[Items from a dataset]
########################################

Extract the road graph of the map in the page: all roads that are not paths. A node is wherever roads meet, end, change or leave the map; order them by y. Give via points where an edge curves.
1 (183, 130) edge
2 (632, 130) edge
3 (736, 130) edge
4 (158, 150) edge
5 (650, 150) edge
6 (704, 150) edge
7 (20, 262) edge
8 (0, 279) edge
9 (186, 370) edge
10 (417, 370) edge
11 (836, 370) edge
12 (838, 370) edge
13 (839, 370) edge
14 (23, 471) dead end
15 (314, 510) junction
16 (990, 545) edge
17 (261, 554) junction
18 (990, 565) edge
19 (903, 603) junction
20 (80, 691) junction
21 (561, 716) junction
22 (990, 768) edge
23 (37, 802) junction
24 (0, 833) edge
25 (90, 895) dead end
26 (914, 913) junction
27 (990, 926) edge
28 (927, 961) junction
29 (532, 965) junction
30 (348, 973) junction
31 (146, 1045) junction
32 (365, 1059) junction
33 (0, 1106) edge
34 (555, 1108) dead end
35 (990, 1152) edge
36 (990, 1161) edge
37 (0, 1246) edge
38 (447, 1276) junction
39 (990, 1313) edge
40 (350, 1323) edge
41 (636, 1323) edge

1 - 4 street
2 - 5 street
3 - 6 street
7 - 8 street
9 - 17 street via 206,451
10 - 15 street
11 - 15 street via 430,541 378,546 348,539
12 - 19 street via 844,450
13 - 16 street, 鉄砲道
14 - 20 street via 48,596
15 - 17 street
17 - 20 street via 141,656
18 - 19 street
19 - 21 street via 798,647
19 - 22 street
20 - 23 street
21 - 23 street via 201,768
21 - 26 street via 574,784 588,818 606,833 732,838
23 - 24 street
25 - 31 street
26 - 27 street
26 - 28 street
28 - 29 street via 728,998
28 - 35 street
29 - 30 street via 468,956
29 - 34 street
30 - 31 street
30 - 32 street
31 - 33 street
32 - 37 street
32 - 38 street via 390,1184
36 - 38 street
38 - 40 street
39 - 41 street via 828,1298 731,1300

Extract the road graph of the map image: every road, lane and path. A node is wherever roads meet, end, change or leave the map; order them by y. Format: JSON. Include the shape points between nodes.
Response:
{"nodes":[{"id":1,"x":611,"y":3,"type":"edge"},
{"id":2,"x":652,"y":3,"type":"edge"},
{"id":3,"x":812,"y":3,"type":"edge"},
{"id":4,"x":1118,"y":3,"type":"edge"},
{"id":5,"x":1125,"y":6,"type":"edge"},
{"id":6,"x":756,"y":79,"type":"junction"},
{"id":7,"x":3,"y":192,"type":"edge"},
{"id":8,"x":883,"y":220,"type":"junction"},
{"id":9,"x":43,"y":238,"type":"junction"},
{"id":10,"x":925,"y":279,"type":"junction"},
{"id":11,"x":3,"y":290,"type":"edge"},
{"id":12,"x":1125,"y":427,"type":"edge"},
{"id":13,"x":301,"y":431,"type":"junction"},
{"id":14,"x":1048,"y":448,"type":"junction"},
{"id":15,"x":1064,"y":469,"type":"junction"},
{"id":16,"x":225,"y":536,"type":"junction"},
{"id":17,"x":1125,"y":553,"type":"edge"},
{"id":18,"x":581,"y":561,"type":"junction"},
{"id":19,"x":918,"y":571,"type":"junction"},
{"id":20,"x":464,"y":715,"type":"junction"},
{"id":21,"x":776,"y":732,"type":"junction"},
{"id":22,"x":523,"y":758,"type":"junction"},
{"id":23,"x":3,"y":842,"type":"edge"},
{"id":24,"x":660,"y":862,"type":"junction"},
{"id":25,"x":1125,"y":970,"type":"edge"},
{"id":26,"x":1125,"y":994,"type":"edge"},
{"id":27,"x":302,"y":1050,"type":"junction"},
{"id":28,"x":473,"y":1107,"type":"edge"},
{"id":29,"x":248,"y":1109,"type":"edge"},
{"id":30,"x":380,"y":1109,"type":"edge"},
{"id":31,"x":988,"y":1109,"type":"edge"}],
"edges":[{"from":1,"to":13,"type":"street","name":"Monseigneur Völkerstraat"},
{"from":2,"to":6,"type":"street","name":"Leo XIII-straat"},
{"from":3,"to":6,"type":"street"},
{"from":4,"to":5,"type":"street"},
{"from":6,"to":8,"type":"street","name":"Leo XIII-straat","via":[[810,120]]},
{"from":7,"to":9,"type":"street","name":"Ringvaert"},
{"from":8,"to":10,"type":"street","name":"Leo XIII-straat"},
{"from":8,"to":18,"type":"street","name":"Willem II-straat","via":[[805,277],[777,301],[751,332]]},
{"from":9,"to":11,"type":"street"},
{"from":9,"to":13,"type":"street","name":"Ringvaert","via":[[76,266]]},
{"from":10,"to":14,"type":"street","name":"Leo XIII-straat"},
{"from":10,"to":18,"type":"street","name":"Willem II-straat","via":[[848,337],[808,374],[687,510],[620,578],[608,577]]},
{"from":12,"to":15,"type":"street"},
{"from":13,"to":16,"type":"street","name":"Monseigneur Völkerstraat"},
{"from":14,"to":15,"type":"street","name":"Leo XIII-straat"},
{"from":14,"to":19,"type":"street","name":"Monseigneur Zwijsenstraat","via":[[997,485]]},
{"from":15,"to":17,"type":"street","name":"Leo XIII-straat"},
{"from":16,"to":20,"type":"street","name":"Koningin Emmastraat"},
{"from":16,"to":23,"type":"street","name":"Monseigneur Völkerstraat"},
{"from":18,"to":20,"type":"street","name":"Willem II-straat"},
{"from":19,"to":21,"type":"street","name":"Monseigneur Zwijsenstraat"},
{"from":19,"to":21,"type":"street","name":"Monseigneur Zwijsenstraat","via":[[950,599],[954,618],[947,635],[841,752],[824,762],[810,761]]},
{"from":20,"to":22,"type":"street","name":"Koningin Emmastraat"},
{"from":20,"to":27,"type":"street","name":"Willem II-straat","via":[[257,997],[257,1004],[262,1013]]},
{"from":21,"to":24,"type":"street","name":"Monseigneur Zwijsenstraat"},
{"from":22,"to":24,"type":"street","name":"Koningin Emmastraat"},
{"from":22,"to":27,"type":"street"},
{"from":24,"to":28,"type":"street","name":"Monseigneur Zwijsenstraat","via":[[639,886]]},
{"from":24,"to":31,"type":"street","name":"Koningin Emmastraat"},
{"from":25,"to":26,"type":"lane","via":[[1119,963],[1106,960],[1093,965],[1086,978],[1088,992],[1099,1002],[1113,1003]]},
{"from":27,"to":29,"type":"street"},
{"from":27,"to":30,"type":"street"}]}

########################################

▸ **TASK OBJECTIVE**:
Above are the records; retype them all without a single difference.

▸ **ANSWER SECTION**:
Extract the road graph of the map in the page: all roads that are not paths. A node is wherever roads meet, end, change or leave the map; order them by y. Give via points where an edge curves.
1 (183, 130) edge
2 (632, 130) edge
3 (736, 130) edge
4 (158, 150) edge
5 (650, 150) edge
6 (704, 150) edge
7 (20, 262) edge
8 (0, 279) edge
9 (186, 370) edge
10 (417, 370) edge
11 (836, 370) edge
12 (838, 370) edge
13 (839, 370) edge
14 (23, 471) dead end
15 (314, 510) junction
16 (990, 545) edge
17 (261, 554) junction
18 (990, 565) edge
19 (903, 603) junction
20 (80, 691) junction
21 (561, 716) junction
22 (990, 768) edge
23 (37, 802) junction
24 (0, 833) edge
25 (90, 895) dead end
26 (914, 913) junction
27 (990, 926) edge
28 (927, 961) junction
29 (532, 965) junction
30 (348, 973) junction
31 (146, 1045) junction
32 (365, 1059) junction
33 (0, 1106) edge
34 (555, 1108) dead end
35 (990, 1152) edge
36 (990, 1161) edge
37 (0, 1246) edge
38 (447, 1276) junction
39 (990, 1313) edge
40 (350, 1323) edge
41 (636, 1323) edge

1 - 4 street
2 - 5 street
3 - 6 street
7 - 8 street
9 - 17 street via 206,451
10 - 15 street
11 - 15 street via 430,541 378,546 348,539
12 - 19 street via 844,450
13 - 16 street, 鉄砲道
14 - 20 street via 48,596
15 - 17 street
17 - 20 street via 141,656
18 - 19 street
19 - 21 street via 798,647
19 - 22 street
20 - 23 street
21 - 23 street via 201,768
21 - 26 street via 574,784 588,818 606,833 732,838
23 - 24 street
25 - 31 street
26 - 27 street
26 - 28 street
28 - 29 street via 728,998
28 - 35 street
29 - 30 street via 468,956
29 - 34 street
30 - 31 street
30 - 32 street
31 - 33 street
32 - 37 street
32 - 38 street via 390,1184
36 - 38 street
38 - 40 street
39 - 41 street via 828,1298 731,1300

Extract the road graph of the map image: every road, lane and path. A node is wherever roads meet, end, change or leave the map; order them by y. Format: JSON. Include the shape points between nodes.
Response:
{"nodes":[{"id":1,"x":611,"y":3,"type":"edge"},
{"id":2,"x":652,"y":3,"type":"edge"},
{"id":3,"x":812,"y":3,"type":"edge"},
{"id":4,"x":1118,"y":3,"type":"edge"},
{"id":5,"x":1125,"y":6,"type":"edge"},
{"id":6,"x":756,"y":79,"type":"junction"},
{"id":7,"x":3,"y":192,"type":"edge"},
{"id":8,"x":883,"y":220,"type":"junction"},
{"id":9,"x":43,"y":238,"type":"junction"},
{"id":10,"x":925,"y":279,"type":"junction"},
{"id":11,"x":3,"y":290,"type":"edge"},
{"id":12,"x":1125,"y":427,"type":"edge"},
{"id":13,"x":301,"y":431,"type":"junction"},
{"id":14,"x":1048,"y":448,"type":"junction"},
{"id":15,"x":1064,"y":469,"type":"junction"},
{"id":16,"x":225,"y":536,"type":"junction"},
{"id":17,"x":1125,"y":553,"type":"edge"},
{"id":18,"x":581,"y":561,"type":"junction"},
{"id":19,"x":918,"y":571,"type":"junction"},
{"id":20,"x":464,"y":715,"type":"junction"},
{"id":21,"x":776,"y":732,"type":"junction"},
{"id":22,"x":523,"y":758,"type":"junction"},
{"id":23,"x":3,"y":842,"type":"edge"},
{"id":24,"x":660,"y":862,"type":"junction"},
{"id":25,"x":1125,"y":970,"type":"edge"},
{"id":26,"x":1125,"y":994,"type":"edge"},
{"id":27,"x":302,"y":1050,"type":"junction"},
{"id":28,"x":473,"y":1107,"type":"edge"},
{"id":29,"x":248,"y":1109,"type":"edge"},
{"id":30,"x":380,"y":1109,"type":"edge"},
{"id":31,"x":988,"y":1109,"type":"edge"}],
"edges":[{"from":1,"to":13,"type":"street","name":"Monseigneur Völkerstraat"},
{"from":2,"to":6,"type":"street","name":"Leo XIII-straat"},
{"from":3,"to":6,"type":"street"},
{"from":4,"to":5,"type":"street"},
{"from":6,"to":8,"type":"street","name":"Leo XIII-straat","via":[[810,120]]},
{"from":7,"to":9,"type":"street","name":"Ringvaert"},
{"from":8,"to":10,"type":"street","name":"Leo XIII-straat"},
{"from":8,"to":18,"type":"street","name":"Willem II-straat","via":[[805,277],[777,301],[751,332]]},
{"from":9,"to":11,"type":"street"},
{"from":9,"to":13,"type":"street","name":"Ringvaert","via":[[76,266]]},
{"from":10,"to":14,"type":"street","name":"Leo XIII-straat"},
{"from":10,"to":18,"type":"street","name":"Willem II-straat","via":[[848,337],[808,374],[687,510],[620,578],[608,577]]},
{"from":12,"to":15,"type":"street"},
{"from":13,"to":16,"type":"street","name":"Monseigneur Völkerstraat"},
{"from":14,"to":15,"type":"street","name":"Leo XIII-straat"},
{"from":14,"to":19,"type":"street","name":"Monseigneur Zwijsenstraat","via":[[997,485]]},
{"from":15,"to":17,"type":"street","name":"Leo XIII-straat"},
{"from":16,"to":20,"type":"street","name":"Koningin Emmastraat"},
{"from":16,"to":23,"type":"street","name":"Monseigneur Völkerstraat"},
{"from":18,"to":20,"type":"street","name":"Willem II-straat"},
{"from":19,"to":21,"type":"street","name":"Monseigneur Zwijsenstraat"},
{"from":19,"to":21,"type":"street","name":"Monseigneur Zwijsenstraat","via":[[950,599],[954,618],[947,635],[841,752],[824,762],[810,761]]},
{"from":20,"to":22,"type":"street","name":"Koningin Emmastraat"},
{"from":20,"to":27,"type":"street","name":"Willem II-straat","via":[[257,997],[257,1004],[262,1013]]},
{"from":21,"to":24,"type":"street","name":"Monseigneur Zwijsenstraat"},
{"from":22,"to":24,"type":"street","name":"Koningin Emmastraat"},
{"from":22,"to":27,"type":"street"},
{"from":24,"to":28,"type":"street","name":"Monseigneur Zwijsenstraat","via":[[639,886]]},
{"from":24,"to":31,"type":"street","name":"Koningin Emmastraat"},
{"from":25,"to":26,"type":"lane","via":[[1119,963],[1106,960],[1093,965],[1086,978],[1088,992],[1099,1002],[1113,1003]]},
{"from":27,"to":29,"type":"street"},
{"from":27,"to":30,"type":"street"}]}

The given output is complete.